Structural Biology of RiboNucleoProtein complexes of pathogenic arena and bunyaviruses

All negative sense RNA viruses (NSRVs) encapsidate their RNA genomes into ribonucleoprotein complexes (RNPs). RNPs are formed as viral Nucleocapsid (N) protein wraps around the genomic (and anti-genomic) RNA. RNPs must associate with their cognate polymerase to form active templates for viral RNA synthesis, resulting in generation of encapsidated replication products and unencapsidated mRNAs. RNP formation is also required for genome packaging into progeny virus particles, and for arenaviruses and bunyaviruses, virus assembly is mediated through direct association between the RNP and viral glycoproteins. RNP formation is thus essential for virus multiplication and therefore represents a potential therapeutic target.
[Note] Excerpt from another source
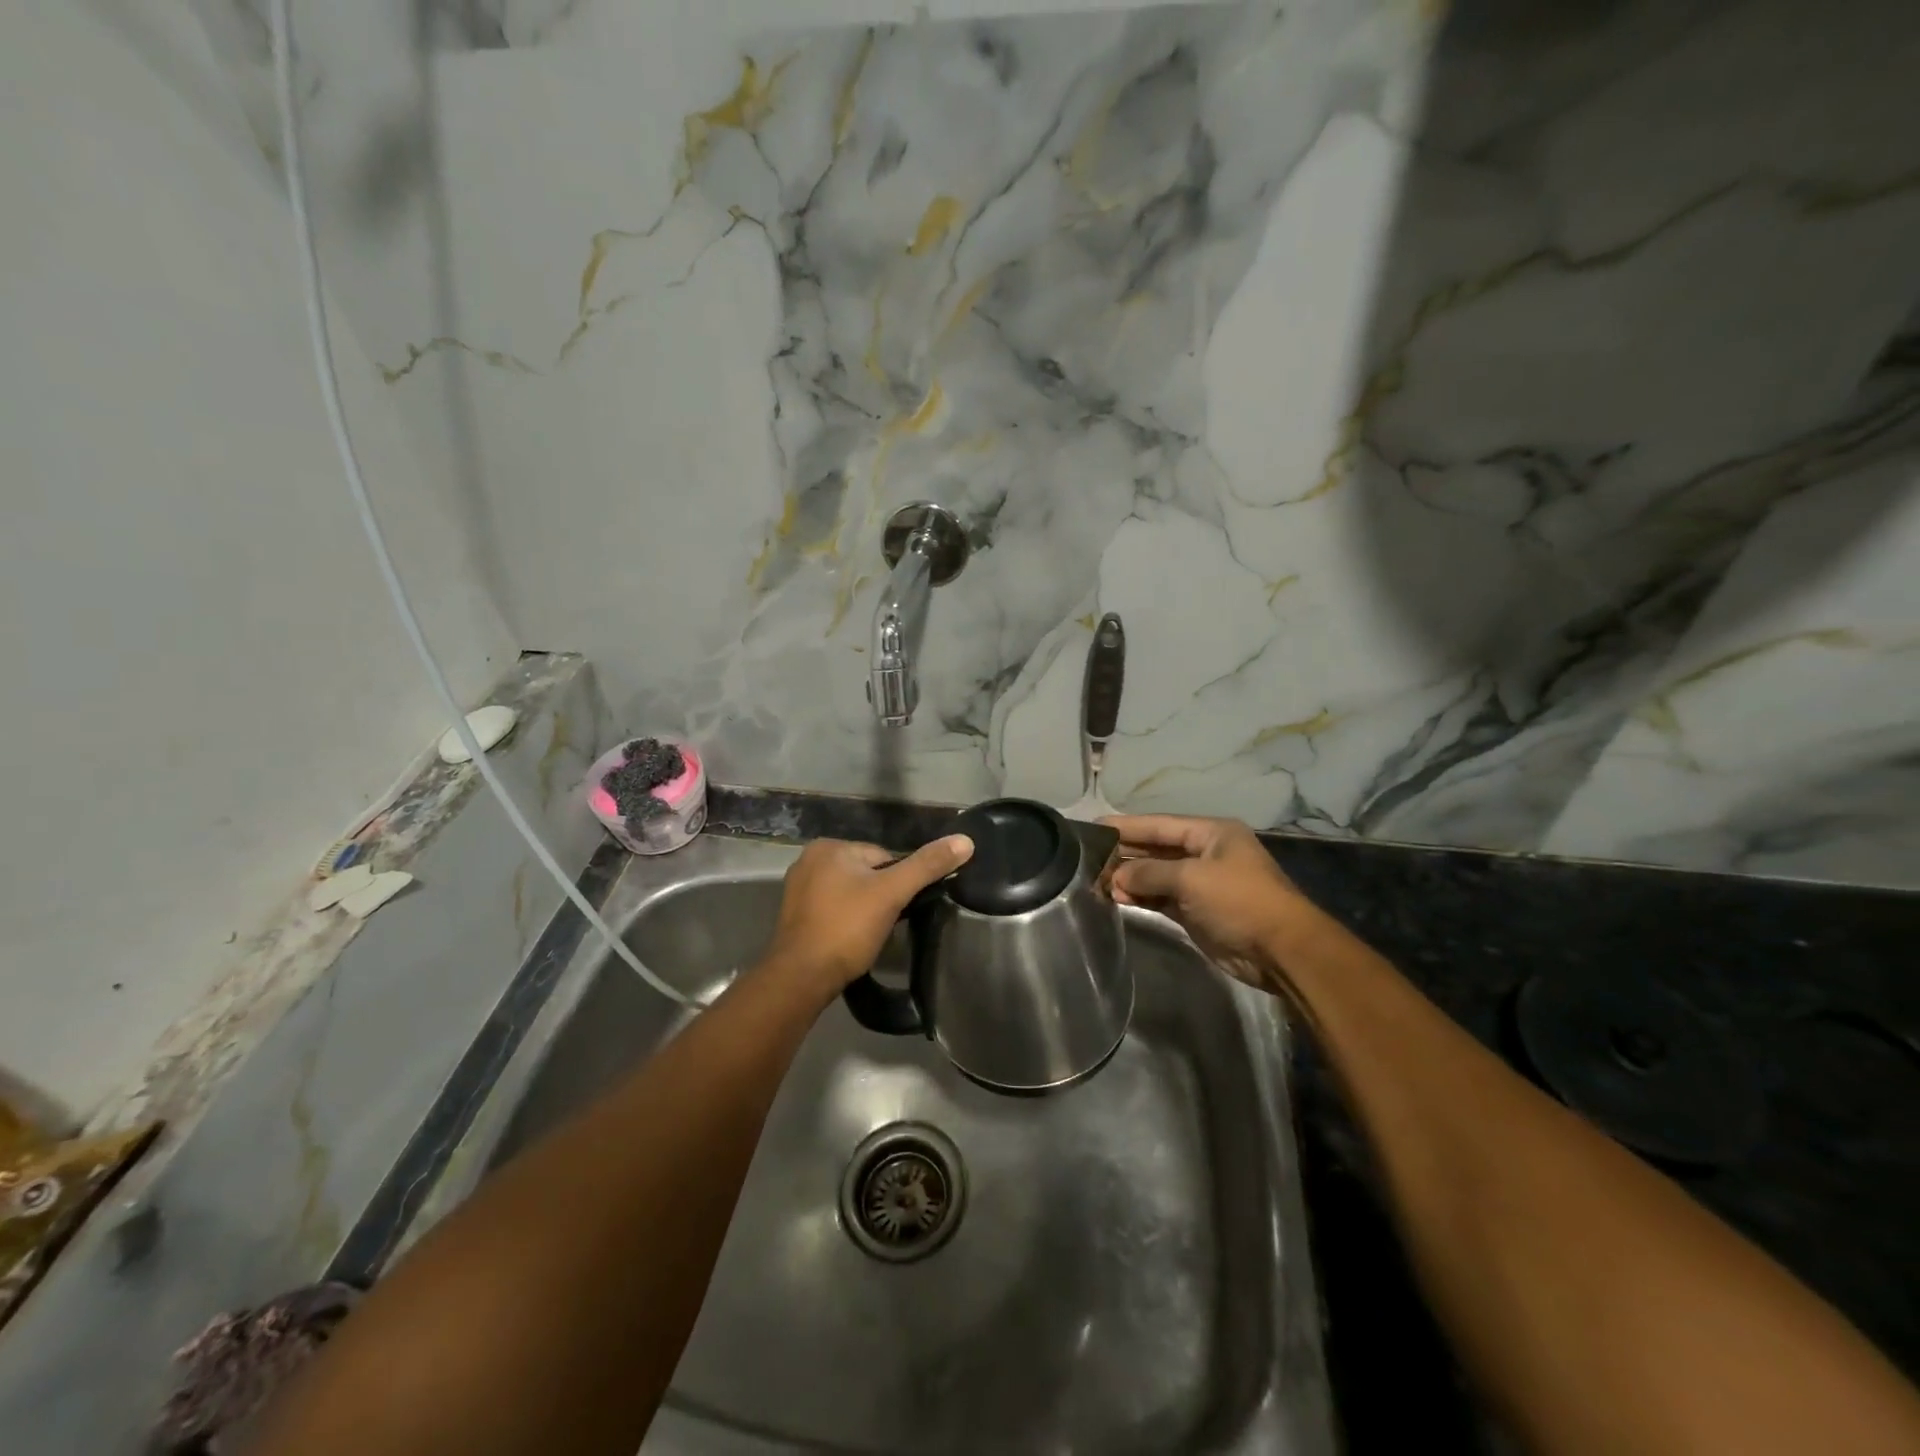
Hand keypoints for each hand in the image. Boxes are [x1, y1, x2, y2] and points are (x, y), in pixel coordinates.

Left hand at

In addition to RNP formation and virus assembly, the N proteins of arenaviruses and bunyaviruses are implicated in other critical functions, many of which relate to interactions with components of the host cell. RNP formation is therefore a process that it is essential to understand, and may provide a target for anti-viral therapy.
Objective 1. Express (in E. coli) and purify recombinant N protein from example bunya and arena viruses such as Oropouche (an Orthobunyanvirus), Seoul virus (a Hantavirus), tomato spotted wilt virus (a Tospovirus), and Lujo virus (an Arenavirus). These will be used for in vitro testing using RNA binding assays e.g. by fluorescence anisotropy, and we will attempt to crystallise them both with and without RNA.
Objective 2. Grow viruses in cell culture from each of the above families (choosing representatives of the appropriate containment level to allow them to be cultured at Leeds), and purify RNPs from live virus for EM work. Initially these will be characterized by 2D negative stain before taking the best examples into 3D cryo-EM.
Objective 3. Use the structural data derived from the first two objectives to generate mutants to test function in cells such as mini-genome assays. Reverse genetics systems are already in use for Bunyamwera virus (in Leeds), Crimean Congo Hemorrhagic Fever virus and Oropouche virus.
Until very recently, nothing was known about the high-resolution structures of N proteins from NSRVs. We, and others, have been using a combination of classical cell and molecular biology with modern structural biology techniques to investigate N protein structure-function relationships to better understand virus biology. While progress in being made towards understanding RNPs, several questions have emerged relating to how RNPs are assembled, and how the encapsidated RNA is replicated by the viral polymerase. We aim to use an interdisciplinary approach to answer these pressing questions.
The world is under constant threat from emergence of new virus strains including influenza, MERS and topically, Ebola virus. We aim to study the structural biology of RNP assembly and its architecture in two families of segmented NSRVs – Bunyaviruses and Arenaviruses. These are highly pathogenic in their own right and also are closely related to others such as influenza, and more distantly to Ebola, Mumps, Measles and Rabies viruses. Information of RNP structure and function will inform us on basic mechanisms such as control of viral gene expression and evading host immunity, and may therefore suggest routes to new antivirals.